Here's an easy counter-example: x := (x*5+1) mod 2^3 yields the maximum 
period repeating sequence 0,1,6,7,4,5,2,3. The modulus m = 2^3 = 8 is 
not prime and 5^2 = 25 is larger than 8.

I quote Knuth's 'The Art of Computer Programming', vol.2:
 (exercise 2 of section 3.2.1.2, p.20)
   Are the following two conditions sufficient to guarantee the
   maximum length period, when m = 2^e is a power of 2?
   "(i) c is odd; (ii) a mod 4 = 1."
 (answer, p.458)
   Yes, these conditions imply the conditions in Theorem A, since
   the only prime divisor of 2^e is 2, and any odd number is rela-
   tively prime to 2^e. (In fact, the conditions of the exercise
   are necessary and sufficient, if e <> 2.)
 (Theorem A referred to above, p.15)
   The linear congruential sequence has a period of length m if and
   only if
      i) c is relatively prime to m;
     ii) b = a-1 is a multiple of p, for every prime p dividing m;
    iii) b is a multiple of 4, if m is a multiple of 4.
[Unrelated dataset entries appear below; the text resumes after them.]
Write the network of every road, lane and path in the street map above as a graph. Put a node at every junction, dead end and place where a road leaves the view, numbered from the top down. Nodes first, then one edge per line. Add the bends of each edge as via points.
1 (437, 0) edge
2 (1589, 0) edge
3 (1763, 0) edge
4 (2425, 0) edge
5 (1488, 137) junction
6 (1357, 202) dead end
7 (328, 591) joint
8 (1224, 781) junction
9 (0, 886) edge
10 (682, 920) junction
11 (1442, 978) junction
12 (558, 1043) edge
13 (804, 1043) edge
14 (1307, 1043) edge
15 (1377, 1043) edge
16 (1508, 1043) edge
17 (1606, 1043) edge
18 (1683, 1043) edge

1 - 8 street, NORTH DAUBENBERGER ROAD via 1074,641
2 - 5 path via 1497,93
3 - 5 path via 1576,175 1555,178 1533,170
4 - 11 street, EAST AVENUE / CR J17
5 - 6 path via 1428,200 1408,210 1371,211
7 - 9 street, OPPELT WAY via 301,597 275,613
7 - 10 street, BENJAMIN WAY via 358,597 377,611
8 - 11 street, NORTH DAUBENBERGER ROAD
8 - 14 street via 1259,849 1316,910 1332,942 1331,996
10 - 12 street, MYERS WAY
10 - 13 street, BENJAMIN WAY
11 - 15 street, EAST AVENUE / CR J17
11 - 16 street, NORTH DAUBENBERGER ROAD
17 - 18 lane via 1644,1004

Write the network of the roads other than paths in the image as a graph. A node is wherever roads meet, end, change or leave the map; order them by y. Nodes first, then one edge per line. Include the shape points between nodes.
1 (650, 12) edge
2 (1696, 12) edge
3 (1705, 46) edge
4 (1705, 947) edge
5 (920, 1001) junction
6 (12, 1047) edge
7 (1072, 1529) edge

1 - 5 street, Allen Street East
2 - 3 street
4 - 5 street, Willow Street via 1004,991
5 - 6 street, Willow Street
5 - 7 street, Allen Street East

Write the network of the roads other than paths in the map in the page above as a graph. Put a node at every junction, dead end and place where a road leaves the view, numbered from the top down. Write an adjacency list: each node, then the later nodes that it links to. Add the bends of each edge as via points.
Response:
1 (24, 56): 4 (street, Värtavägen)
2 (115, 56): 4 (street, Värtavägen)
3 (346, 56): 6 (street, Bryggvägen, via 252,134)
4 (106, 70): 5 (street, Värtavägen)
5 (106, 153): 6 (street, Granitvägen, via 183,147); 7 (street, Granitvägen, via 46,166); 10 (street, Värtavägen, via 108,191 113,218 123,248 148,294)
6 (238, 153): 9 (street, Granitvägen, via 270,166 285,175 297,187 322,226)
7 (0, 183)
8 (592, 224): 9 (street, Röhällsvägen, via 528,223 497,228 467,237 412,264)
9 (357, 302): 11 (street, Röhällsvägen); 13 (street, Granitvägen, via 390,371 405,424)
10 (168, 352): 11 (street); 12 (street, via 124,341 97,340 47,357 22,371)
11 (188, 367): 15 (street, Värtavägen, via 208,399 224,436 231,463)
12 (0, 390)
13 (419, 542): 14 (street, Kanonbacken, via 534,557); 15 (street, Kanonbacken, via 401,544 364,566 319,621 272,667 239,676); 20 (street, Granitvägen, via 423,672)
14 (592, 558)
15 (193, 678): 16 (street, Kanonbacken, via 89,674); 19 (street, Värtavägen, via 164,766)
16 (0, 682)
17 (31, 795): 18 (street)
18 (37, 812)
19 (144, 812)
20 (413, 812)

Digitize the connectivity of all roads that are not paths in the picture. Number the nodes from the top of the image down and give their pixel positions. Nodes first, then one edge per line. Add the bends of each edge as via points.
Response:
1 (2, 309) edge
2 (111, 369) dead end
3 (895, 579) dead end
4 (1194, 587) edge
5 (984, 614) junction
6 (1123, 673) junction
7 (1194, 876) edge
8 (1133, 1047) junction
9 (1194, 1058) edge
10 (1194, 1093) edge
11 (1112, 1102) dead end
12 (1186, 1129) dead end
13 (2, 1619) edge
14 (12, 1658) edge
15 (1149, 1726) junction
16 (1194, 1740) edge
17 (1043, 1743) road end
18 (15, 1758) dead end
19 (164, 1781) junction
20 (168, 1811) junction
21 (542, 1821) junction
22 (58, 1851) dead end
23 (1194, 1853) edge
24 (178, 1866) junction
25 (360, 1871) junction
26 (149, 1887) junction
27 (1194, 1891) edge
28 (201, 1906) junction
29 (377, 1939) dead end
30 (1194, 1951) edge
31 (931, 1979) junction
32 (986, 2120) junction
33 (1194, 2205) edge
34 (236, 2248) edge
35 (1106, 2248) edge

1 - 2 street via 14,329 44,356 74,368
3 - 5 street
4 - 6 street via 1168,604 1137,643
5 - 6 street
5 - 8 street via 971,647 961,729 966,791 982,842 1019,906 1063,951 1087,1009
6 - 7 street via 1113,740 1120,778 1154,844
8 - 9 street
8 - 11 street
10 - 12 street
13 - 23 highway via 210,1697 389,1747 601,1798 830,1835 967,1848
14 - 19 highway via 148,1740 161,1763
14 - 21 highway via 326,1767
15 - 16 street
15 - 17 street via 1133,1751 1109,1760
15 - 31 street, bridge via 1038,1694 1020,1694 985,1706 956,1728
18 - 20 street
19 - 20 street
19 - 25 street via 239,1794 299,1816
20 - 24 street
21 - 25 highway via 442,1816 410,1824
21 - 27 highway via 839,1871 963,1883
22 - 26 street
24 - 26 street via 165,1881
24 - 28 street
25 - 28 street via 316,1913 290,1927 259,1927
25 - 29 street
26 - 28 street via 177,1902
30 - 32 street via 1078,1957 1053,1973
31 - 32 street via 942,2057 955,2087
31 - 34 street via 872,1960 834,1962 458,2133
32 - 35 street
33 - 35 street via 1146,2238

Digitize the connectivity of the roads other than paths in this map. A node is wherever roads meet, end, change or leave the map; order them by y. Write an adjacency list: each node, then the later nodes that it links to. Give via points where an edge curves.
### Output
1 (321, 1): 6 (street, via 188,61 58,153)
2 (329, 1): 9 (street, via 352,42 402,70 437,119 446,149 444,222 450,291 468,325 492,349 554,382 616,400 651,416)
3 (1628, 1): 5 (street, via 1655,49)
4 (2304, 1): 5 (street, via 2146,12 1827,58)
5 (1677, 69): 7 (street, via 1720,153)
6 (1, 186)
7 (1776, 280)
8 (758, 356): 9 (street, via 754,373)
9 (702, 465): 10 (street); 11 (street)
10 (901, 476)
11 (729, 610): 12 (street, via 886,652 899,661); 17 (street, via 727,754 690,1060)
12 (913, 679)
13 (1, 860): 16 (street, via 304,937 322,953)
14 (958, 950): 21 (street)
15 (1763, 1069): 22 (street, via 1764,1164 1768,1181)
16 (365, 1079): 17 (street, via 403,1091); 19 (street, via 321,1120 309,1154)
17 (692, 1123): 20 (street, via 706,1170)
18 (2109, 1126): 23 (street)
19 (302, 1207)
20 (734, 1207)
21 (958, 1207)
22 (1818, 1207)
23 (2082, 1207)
If you don't believe Knuth, try this program. If you're right that the
period of Borland's generator is no more than 10^5, it won't run long
and it won't write a single asterisk (expect lots):
*)

program borpriod; {calculates the period of Borland's random}
{The period should be 2^32, so this will take hours}
var x,y,count1,count2: longint; s: string;
begin
randomize;
x := randseed; y := randseed;
for count2 := 0 to maxlongint do begin
  for count1 := 0 to 999999 do begin
    x := x*134775813+1; {TP7's and TP6's generator for random}
    y := y*134775813+1; {implicit modulus is 2^32}
    y := y*134775813+1; {see Knuth vol 2, p.453 for explanation}
    if x = y then begin
      inc(count1); {adjust because first count was 0}
      if count1 = 1000000 then begin count1 := 0; inc(count2) end;
      if count2 > 0 then begin
        str(count1,s);
        writeln(#13#10'Period: ',count2,
          copy('000000',1,6-length(s)),count1);
        end
      else writeln(#13#10'Period: ',count1);
      halt;
      end;
    end;
  write('*'); {one per million}
  end;
end.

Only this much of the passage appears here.